*Data to process:*
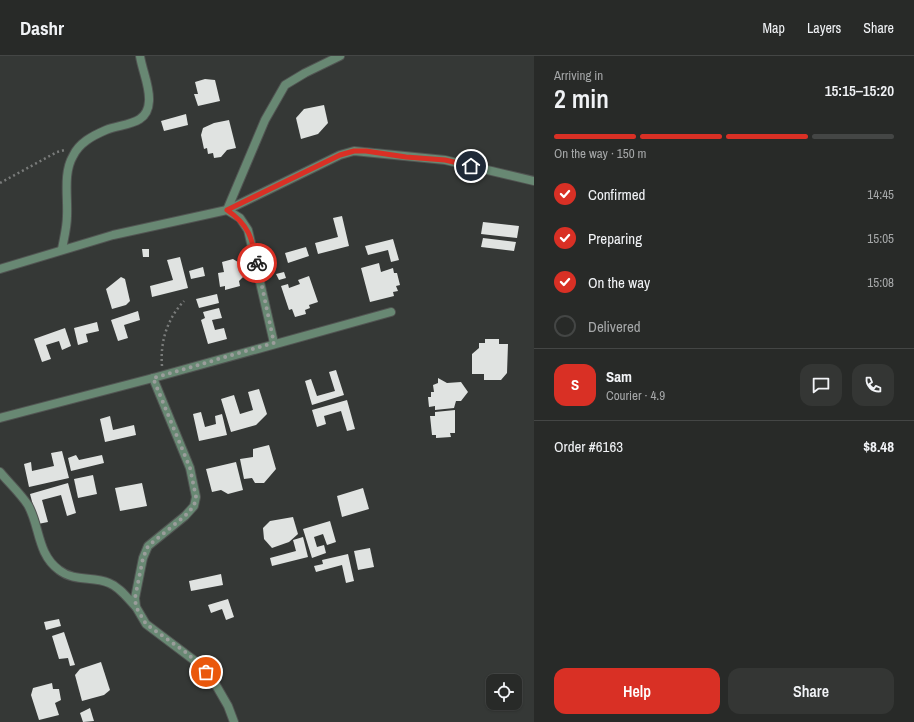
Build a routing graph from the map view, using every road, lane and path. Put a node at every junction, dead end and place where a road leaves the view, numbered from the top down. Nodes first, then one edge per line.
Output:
---
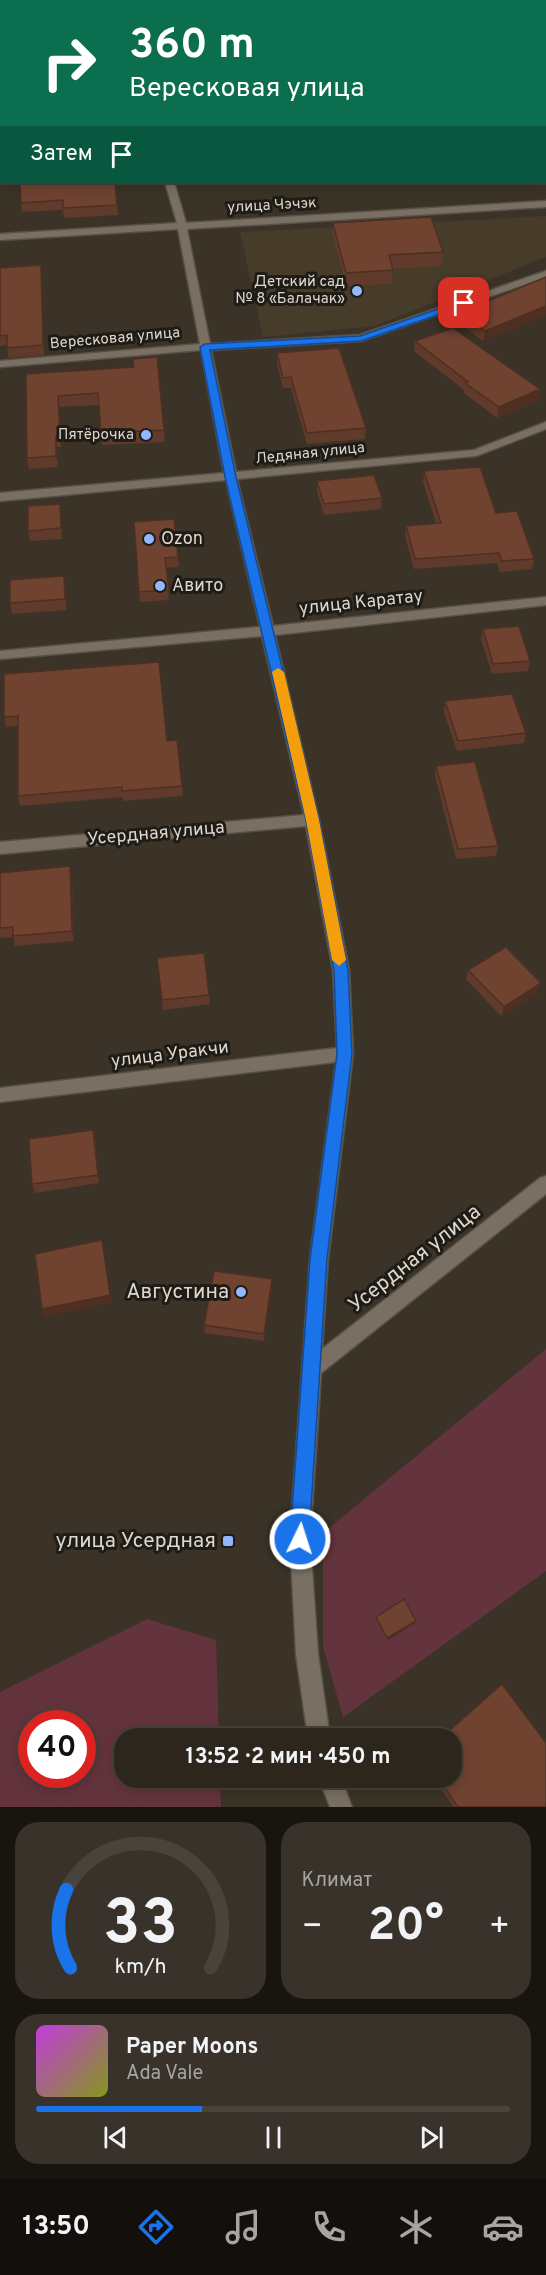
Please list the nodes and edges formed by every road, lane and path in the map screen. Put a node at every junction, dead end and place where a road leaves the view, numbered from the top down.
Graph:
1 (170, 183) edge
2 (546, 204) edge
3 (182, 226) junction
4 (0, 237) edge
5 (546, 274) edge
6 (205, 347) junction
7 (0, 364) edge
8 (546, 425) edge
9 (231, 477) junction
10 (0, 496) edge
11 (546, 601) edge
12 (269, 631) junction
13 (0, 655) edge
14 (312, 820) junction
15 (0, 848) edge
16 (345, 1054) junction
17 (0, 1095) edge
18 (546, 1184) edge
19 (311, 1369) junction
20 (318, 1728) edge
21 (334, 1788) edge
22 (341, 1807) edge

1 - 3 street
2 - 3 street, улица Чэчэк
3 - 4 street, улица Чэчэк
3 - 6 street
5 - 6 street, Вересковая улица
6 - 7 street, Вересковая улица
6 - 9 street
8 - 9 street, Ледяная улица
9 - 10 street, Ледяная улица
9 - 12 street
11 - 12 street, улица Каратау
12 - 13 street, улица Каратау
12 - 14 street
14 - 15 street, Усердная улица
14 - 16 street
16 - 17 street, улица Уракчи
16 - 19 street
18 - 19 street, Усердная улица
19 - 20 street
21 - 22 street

*Work to be completed:*
Answer with a single number, the count of lines above that contain "numbered".

*Answer space:*
2